Os efeitos de tal ambiente estão bem evidentes no nosso sistema de saúde que, numa corrida contra o tempo e com recursos humanos insuficientes, tem condenado pacientes ao isolamento mais indigno. Diz o povo que “o que não se vê, não se sente”, e a verdade é que as rígidas regras impostas nos últimos meses privaram familiares e amigos de conhecer com real clareza aquilo que se vive, dia após dia, entre as quatro paredes de um hospital.
O rápido avanço tecnológico no campo da medicina tem inebriado a confiança de profissionais e de pacientes, com os olhos postos numa esperança de invencibilidade técnica face às vulnerabilidades – ou “obsessão terapêutica”, como lhe chamava o Professor Daniel Serrão (1928-2017). Contudo, concentrar toda a atenção nos aspectos técnicos pode levar à desvalorização dos aspectos imateriais que tanto influenciam a saúde do paciente.
Pensar sobre os nossos cuidados de saúde exige coragem para fazer frente à politização das administrações e a alguns postulados ideológicos que tendem a inquinar o debate. Mas o debate sobre o sistema de saúde não se reduz apenas a questões de reestruturação material. É igualmente importante, num domínio algo imaterial, pensar em revalorizar a vocação humanista deste sector.
Claro que os dois domínios são inseparáveis e influenciam-se mutuamente. É impossível aspirar a um sistema que acompanhe integralmente as necessidades do indivíduo ao longo de todas as etapas da sua vida, quando sabemos que o actual sistema deixa milhares de cidadãos sem médico de família e sem o mais modesto contacto com prestadores privados. Ou, na mesma linha, é difícil ambicionar proximidade e compreensão psicológica e espiritual, sem pensar também em mudanças no plano material que promovam a soberania do utente, a responsabilização de todos os agentes e o incremento da qualidade do serviço.

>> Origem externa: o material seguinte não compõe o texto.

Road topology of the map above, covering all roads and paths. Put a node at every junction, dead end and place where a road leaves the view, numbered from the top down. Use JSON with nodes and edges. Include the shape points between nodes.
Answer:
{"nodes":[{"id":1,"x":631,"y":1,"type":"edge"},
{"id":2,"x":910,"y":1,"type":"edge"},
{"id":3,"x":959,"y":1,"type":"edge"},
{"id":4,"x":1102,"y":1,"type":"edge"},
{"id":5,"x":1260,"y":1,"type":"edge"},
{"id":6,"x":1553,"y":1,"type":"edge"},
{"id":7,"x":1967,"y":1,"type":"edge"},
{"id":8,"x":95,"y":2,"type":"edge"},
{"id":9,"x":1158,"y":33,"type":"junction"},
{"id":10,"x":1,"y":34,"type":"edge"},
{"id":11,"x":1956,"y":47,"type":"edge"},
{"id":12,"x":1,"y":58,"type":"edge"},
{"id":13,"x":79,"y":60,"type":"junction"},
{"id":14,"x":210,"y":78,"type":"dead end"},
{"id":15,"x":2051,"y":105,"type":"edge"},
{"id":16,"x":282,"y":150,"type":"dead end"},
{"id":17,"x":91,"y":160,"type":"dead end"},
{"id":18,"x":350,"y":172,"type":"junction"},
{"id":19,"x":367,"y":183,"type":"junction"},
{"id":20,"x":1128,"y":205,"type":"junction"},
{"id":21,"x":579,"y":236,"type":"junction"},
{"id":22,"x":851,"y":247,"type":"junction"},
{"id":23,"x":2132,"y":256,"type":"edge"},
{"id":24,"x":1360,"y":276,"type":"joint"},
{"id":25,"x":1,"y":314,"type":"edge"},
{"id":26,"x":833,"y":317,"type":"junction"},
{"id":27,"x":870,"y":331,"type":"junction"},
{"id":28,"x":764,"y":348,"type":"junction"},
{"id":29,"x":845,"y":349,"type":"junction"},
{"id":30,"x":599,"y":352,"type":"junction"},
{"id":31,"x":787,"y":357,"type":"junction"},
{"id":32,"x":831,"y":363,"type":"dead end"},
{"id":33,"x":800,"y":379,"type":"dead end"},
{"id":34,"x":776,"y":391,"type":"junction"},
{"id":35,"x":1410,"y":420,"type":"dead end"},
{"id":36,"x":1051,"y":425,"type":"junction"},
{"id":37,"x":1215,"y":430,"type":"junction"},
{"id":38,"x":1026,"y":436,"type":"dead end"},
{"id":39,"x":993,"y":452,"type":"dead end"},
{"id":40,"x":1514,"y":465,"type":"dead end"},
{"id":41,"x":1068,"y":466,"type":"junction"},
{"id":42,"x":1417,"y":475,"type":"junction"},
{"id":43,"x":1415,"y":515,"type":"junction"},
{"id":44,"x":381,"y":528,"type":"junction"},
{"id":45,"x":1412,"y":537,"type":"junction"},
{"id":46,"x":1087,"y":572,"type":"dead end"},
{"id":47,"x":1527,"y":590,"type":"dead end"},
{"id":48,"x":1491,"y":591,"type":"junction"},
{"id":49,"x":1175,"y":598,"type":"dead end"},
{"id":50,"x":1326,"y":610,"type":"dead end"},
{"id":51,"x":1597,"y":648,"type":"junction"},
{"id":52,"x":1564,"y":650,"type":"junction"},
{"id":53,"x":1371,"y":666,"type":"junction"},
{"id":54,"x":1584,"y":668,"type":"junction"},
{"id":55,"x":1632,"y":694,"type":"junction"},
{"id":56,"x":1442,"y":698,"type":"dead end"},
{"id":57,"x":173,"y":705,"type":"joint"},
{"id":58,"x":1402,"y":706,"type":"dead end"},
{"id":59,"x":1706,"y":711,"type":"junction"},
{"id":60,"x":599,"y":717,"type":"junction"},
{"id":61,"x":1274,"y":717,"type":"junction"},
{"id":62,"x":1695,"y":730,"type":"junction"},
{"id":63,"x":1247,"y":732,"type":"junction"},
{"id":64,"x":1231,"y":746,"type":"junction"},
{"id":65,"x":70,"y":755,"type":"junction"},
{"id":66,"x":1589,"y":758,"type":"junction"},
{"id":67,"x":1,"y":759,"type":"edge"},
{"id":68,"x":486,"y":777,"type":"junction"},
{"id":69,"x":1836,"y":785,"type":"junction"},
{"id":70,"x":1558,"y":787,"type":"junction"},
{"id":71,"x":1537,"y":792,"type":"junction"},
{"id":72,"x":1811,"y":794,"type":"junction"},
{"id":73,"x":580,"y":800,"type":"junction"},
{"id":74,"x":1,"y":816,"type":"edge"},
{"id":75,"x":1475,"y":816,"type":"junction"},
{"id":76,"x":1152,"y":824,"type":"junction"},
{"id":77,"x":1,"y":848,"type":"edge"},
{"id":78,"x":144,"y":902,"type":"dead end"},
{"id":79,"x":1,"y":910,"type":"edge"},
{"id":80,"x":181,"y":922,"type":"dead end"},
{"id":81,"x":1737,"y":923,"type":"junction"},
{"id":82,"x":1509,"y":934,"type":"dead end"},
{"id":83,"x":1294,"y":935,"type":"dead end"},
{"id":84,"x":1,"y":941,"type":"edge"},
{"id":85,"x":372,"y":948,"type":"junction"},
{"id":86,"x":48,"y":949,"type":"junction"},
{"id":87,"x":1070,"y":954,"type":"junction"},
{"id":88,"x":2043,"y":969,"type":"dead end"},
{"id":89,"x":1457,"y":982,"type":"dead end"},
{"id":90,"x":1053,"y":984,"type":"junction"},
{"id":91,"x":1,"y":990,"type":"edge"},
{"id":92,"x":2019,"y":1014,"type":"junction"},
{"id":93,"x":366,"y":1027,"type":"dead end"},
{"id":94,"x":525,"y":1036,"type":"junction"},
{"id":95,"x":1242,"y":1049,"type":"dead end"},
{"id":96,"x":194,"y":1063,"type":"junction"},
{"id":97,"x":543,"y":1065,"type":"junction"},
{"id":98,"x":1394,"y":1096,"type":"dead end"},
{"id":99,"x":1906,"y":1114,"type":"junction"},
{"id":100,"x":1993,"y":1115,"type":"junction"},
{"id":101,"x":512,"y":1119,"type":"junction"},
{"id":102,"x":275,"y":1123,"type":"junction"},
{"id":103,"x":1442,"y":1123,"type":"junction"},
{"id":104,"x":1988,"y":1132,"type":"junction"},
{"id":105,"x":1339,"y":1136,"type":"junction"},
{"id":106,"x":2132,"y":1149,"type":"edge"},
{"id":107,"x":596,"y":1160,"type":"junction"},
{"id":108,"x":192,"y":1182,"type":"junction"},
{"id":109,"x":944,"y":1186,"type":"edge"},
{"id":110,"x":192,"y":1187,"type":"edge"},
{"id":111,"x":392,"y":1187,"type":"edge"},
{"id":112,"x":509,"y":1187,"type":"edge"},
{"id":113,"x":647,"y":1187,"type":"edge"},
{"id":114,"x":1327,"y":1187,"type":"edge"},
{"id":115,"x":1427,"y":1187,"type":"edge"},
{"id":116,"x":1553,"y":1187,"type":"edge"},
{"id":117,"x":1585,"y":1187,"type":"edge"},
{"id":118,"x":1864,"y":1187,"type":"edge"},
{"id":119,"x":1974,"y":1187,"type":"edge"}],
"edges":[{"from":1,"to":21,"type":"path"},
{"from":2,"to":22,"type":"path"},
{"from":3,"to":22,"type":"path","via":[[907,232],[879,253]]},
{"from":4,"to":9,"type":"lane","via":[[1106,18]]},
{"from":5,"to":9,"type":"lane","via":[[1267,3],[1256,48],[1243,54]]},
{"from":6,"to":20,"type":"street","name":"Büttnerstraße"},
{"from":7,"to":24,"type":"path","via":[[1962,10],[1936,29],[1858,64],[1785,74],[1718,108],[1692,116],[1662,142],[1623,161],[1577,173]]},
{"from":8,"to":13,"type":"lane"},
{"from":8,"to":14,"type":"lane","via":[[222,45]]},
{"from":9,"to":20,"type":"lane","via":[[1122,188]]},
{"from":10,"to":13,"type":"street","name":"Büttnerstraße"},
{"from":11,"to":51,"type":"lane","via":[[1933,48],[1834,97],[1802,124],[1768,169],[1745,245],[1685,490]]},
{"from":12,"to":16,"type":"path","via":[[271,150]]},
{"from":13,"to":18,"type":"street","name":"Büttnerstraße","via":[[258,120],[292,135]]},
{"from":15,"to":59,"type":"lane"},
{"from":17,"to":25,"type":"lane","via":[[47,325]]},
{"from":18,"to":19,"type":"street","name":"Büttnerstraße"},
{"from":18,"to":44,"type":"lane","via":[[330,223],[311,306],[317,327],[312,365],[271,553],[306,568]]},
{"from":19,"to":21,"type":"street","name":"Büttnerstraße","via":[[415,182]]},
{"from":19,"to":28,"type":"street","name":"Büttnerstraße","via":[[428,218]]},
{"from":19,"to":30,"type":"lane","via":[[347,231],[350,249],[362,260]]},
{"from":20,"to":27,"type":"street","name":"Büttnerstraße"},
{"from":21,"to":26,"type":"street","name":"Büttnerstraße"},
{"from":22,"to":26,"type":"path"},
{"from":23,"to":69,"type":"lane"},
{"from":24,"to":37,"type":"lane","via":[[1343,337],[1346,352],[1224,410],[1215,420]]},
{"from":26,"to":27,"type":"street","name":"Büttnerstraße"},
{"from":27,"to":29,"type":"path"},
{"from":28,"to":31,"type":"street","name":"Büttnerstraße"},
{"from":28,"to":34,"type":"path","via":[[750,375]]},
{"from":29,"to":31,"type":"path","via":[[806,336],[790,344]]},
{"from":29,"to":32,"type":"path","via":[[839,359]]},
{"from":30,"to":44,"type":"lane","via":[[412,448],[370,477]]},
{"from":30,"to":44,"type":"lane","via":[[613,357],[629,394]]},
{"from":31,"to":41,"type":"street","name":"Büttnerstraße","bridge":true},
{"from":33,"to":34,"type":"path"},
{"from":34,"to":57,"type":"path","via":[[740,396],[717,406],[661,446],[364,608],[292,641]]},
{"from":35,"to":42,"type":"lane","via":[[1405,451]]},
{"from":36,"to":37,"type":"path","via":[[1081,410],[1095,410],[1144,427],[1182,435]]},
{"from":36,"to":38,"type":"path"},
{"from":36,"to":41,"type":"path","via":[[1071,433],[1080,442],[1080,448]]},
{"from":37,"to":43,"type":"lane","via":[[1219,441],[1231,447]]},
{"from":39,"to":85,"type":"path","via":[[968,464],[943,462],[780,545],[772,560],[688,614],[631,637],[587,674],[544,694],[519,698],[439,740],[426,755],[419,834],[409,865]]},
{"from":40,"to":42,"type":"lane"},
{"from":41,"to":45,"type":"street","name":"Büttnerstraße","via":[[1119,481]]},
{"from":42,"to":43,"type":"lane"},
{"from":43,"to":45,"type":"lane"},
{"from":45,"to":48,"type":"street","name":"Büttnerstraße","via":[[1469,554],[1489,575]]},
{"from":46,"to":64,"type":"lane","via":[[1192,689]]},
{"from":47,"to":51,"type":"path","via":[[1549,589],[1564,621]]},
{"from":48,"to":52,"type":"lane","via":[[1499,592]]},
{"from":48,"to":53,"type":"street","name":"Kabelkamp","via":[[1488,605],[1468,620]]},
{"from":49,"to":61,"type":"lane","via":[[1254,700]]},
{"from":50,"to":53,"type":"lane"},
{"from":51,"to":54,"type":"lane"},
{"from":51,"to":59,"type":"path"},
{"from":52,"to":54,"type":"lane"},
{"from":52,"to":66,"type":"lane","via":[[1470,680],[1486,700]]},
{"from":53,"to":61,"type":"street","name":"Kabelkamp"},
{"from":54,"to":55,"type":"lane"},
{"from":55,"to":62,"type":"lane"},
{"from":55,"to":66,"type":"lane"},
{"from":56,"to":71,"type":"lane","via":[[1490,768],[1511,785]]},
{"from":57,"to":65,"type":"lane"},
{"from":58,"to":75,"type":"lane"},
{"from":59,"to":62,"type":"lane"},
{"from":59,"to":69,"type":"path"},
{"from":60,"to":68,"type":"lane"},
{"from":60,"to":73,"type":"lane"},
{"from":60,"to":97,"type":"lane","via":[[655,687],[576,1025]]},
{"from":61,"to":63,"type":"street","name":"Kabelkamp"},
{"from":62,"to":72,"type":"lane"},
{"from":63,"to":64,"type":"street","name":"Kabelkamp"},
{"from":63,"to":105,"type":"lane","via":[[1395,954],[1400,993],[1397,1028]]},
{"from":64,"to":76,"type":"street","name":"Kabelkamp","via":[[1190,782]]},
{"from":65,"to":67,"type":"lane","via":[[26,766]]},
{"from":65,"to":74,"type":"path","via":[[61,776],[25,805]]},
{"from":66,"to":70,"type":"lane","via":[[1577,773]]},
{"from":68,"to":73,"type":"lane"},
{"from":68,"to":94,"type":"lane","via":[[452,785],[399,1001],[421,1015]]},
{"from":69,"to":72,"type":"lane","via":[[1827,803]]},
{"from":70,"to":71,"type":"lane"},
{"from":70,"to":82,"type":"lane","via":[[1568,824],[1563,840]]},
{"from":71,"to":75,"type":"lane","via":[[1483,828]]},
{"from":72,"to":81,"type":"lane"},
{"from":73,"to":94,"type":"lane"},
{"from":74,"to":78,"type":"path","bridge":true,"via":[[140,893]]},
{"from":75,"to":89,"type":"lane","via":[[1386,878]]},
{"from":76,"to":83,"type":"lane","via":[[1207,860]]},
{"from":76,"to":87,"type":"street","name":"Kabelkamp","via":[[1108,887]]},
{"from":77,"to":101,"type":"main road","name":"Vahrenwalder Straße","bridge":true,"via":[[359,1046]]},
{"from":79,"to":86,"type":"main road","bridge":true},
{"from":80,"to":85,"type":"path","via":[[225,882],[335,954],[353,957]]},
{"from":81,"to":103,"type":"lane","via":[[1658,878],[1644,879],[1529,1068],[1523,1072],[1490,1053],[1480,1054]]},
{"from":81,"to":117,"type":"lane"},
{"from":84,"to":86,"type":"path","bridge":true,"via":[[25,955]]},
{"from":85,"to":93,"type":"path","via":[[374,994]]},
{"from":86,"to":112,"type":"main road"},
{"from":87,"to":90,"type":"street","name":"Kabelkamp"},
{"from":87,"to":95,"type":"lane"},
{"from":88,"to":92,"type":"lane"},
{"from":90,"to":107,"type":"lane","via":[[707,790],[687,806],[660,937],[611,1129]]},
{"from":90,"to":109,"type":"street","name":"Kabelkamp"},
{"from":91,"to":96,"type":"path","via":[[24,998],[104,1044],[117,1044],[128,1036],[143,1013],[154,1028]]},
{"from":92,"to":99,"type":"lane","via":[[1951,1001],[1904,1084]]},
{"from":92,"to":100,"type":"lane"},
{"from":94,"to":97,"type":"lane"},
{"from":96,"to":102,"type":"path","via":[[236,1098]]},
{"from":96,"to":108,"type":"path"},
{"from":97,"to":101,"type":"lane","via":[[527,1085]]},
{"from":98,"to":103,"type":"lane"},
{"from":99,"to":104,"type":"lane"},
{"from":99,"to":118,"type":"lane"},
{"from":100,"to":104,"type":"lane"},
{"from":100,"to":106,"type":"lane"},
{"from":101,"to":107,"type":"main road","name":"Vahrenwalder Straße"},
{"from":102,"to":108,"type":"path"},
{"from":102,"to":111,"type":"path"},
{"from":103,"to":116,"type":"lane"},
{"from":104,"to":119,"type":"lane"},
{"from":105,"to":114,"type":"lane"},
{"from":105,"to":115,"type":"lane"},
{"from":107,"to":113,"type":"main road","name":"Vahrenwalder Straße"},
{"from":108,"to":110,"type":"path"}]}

Posto isto, foquemo-nos agora na importância do humanismo e das conexões humanas na saúde, pois têm sido gravemente desconsideradas nas opções governativas dos últimos meses.
Os portugueses já se acostumaram a aceitar um certo paternalismo no domínio da saúde, resignados à falta de alternativas num sistema sem competição: esperando anos por uma consulta decisiva, tolerando que existam privilégios para funcionários públicos no acesso a cuidados, e até, por exemplo, não ousando tecer comentários valorativos sobre os profissionais de saúde com que se cruzam. Mesmo assim, nada pode preparar um paciente e os seus familiares para a insensatez das restrições contraditórias e arbitrárias que têm sido decretas sob a justificação de combate à pandemia.
Em vez de abrir oportunidades para que os pacientes sejam devidamente acompanhados e confortados, através do envolvimento familiar, o nosso sistema impessoal contribui para reduzir o bem-estar e encurtar vidas, ao limitar o contacto com afecto e rostos familiares.
Uns conhecerão melhor do que outros a ingrata realidade em que visitas são negadas ao longo de semanas consecutivas, visitas são canceladas depois de agendadas, frustrando expectativas dos internados, os telefonemas não são atendidos e a comunicação entre profissionais de saúde e família fica tantas vezes adiada. Em tal situação, qualquer pessoa acabará por se sentir cobaia indefesa, pela terrível fatalidade de ficar refém de um internamento. E o que dizer de todos aqueles a quem foi negada a última despedida?
Perante condições tão adversas, talvez este seja um momento oportuno para entender que, na maioria dos casos, a redenção de muitas pessoas em sofrimento deve-se à acção meritória de quem dá o que tem e o que não tem, por dedicação e empatia, e não por mérito de alegadas boas intenções políticas. Intenções com carga ideológica que tratam os utentes com condescendência e distância, retirando-lhes poder de decisão e poder aquisitivo. Apesar de todas as disfuncionalidades, da insuficiência de meios, da politização do sector, da desmoralização dos profissionais de saúde e da aplicação de restrições absurdas, ainda vai sendo encontrado algum humanismo e bom senso graças a todos os que trabalham com sentido de compromisso.
Por tudo isto, importa favorecer um sistema que dê centralidade à relação entre médico e paciente, que considere os pacientes em toda a sua plenitude e que não os prive das relações humanas que lhes dão sentido e alento.
Nas palavras de Walter Osswald (“Uma Medicina para a nova década?”, 2010): “respeitar os direitos do doente implica igualmente proporcionar-lhe condições materiais e espirituais que tornem menos penosa a sua situação e que não acrescentem à doença o desconforto, a falta de privacidade, o isolamento, as privações. A humanização começa, obviamente, pela interiorização destas noções, pela assunção deste compromisso: o doente como razão de ser, justificação e honra da profissão de saúde, aquele a quem é devido respeito, solidariedade, compaixão, serviço de qualidade.”
A autora escreve de acordo com a antiga ortografia.